BikeHouston executive director Joe Cutrufo said some of the candidates in November's mayoral election – a group that includes current and former city council members, a state senator and a member of Congress – already have committed to attend or send a representative.

"We want to make sure they understand the importance of this work and want to make sure the next administration doesn't – wait for the pun – backpedal on everything that Mayor Turner has accomplished," Cutrufo said.

Turner will be honored at the Bike Summit Soiree, scheduled for 6 p.m. Wednesday at Saint Arnold Brewing Company, 2000 Lyons Ave. The social event will include a live auction for the first time and serves as the biggest annual fundraiser for BikeHouston, with tickets available online for $150.

The other two summit events are free and open to the public, although attendees must register in advance at the Houston Bike Summit website.

The summit kicks off at 8 p.m. Monday at Axelrad Beer Garden, 1517 Alabama St., with a screening of a new documentary film about the citizen-led push for safer streets in U.S. cities. After the showing of "The Street Project," which spans 50 minutes, there will be a panel discussion about the film, which is making its Texas premiere.

The film screening is a new feature of the Houston Bike Summit and will be held in lieu of a group bike ride, which was part of last year's event. Cutrufo said planning a multi-stop ride with a large group of cyclists during a sometimes-hot part of the year can be difficult logistically, and BikeHouston also wanted to do a fresh event that could appeal to both cyclists and Houston residents in general.

"This year we're taking a different approach," Cutrufo said. "While we do a handful of bike rides throughout the year, we understand that we need to produce a more diverse array of events that can bring people into the fold."

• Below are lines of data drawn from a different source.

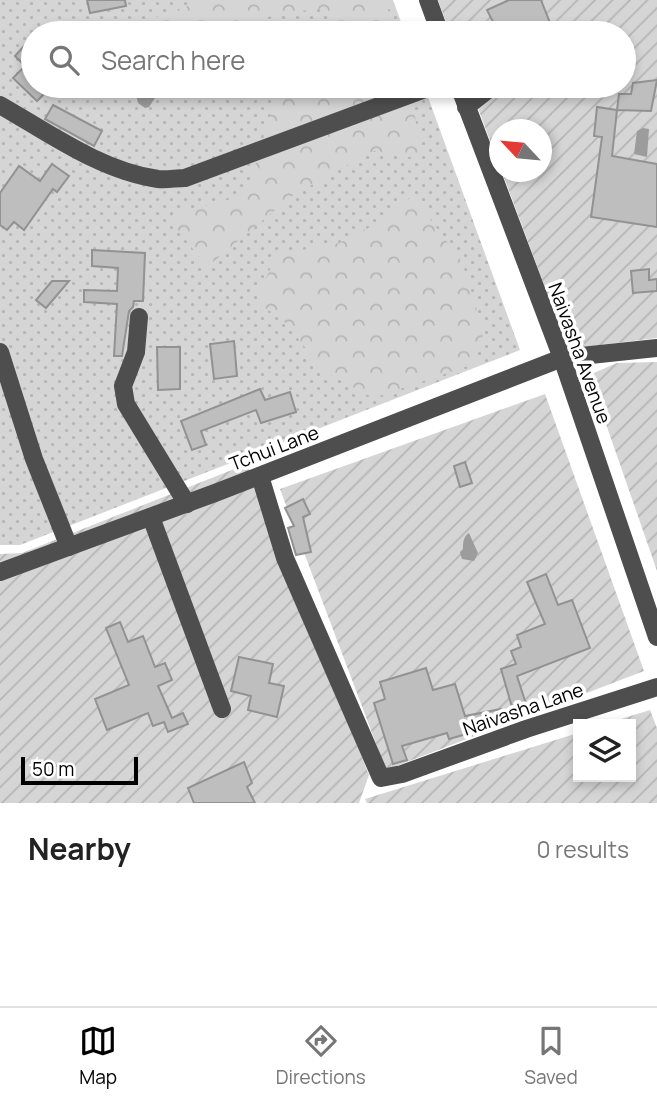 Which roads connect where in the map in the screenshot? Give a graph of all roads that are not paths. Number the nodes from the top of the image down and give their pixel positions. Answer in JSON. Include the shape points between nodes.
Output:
{"nodes":[{"id":1,"x":428,"y":0,"type":"edge"},
{"id":2,"x":436,"y":21,"type":"edge"},
{"id":3,"x":401,"y":98,"type":"edge"},
{"id":4,"x":463,"y":98,"type":"edge"},
{"id":5,"x":478,"y":98,"type":"edge"},
{"id":6,"x":0,"y":105,"type":"edge"},
{"id":7,"x":466,"y":107,"type":"junction"},
{"id":8,"x":139,"y":317,"type":"dead end"},
{"id":9,"x":657,"y":348,"type":"edge"},
{"id":10,"x":0,"y":352,"type":"edge"},
{"id":11,"x":562,"y":358,"type":"junction"},
{"id":12,"x":260,"y":476,"type":"junction"},
{"id":13,"x":187,"y":504,"type":"junction"},
{"id":14,"x":151,"y":517,"type":"junction"},
{"id":15,"x":69,"y":547,"type":"junction"},
{"id":16,"x":0,"y":572,"type":"edge"},
{"id":17,"x":657,"y":637,"type":"edge"},
{"id":18,"x":657,"y":687,"type":"edge"},
{"id":19,"x":222,"y":709,"type":"dead end"}],
"edges":[{"from":1,"to":2,"type":"street"},
{"from":3,"to":6,"type":"street","via":[[185,178],[161,179],[106,163]]},
{"from":4,"to":7,"type":"street","name":"Naivasha Avenue"},
{"from":5,"to":7,"type":"street"},
{"from":7,"to":11,"type":"street","name":"Naivasha Avenue"},
{"from":8,"to":13,"type":"street","via":[[136,352],[123,386],[125,404]]},
{"from":9,"to":11,"type":"street","name":"Tchui Lane"},
{"from":10,"to":15,"type":"street","via":[[34,459]]},
{"from":11,"to":12,"type":"street","name":"Tchui Lane"},
{"from":11,"to":17,"type":"street","name":"Naivasha Avenue"},
{"from":12,"to":13,"type":"street","name":"Tchui Lane"},
{"from":12,"to":18,"type":"street","name":"Naivasha Lane","via":[[285,558],[381,778]]},
{"from":13,"to":14,"type":"street","name":"Tchui Lane"},
{"from":14,"to":15,"type":"street","name":"Tchui Lane"},
{"from":14,"to":19,"type":"street"},
{"from":15,"to":16,"type":"street","name":"Tchui Lane"}]}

The second summit event is "Bike Summit on Trial: A Conversation with Bike Law's Charlie Thomas," scheduled for 3 p.m. Tuesday at Midtown Arts & Theater Center Houston (MATCH), 3400 Main St. Thomas is a New Orleans-based attorney who specializes in bike-related laws and represents the six cyclists who were struck by the teenage driver of a pickup truck in 2021 in Waller County, according to Cutrufo.

Thomas will discuss bike laws and what cyclists should do if they're involved in a crash. Cutrufo said the upcoming talk has been certified by the American Planning Association, which means urban planners such as those who work for the city can receive certification maintenance credits by attending.

"It’s not just for people that ride bikes," Cutrufo said, "but also tailored toward people who are doing actual street design and roadway maintenance and those sorts of things."

Cutrufo said the purpose of the annual summit is to call attention to bike-related issues and street safety in general. Houston has adopted the "Vision Zero" initiative under Turner, which aims to eliminate all traffic-related deaths and serious injuries by 2030.

Already this year, though, at least 10 people have died in Houston while riding bikes or e-bikes, with most of those instances involving collisions with motor vehicles, according to Cutrufo.

"It's a movement builder. We're always trying to bring more people into the movement," he said of the goal of the Houston Bike Summit. "It's a movement for safer streets and better bikeways. What we're trying to do is transform Houston into a city where anyone can ride a bike."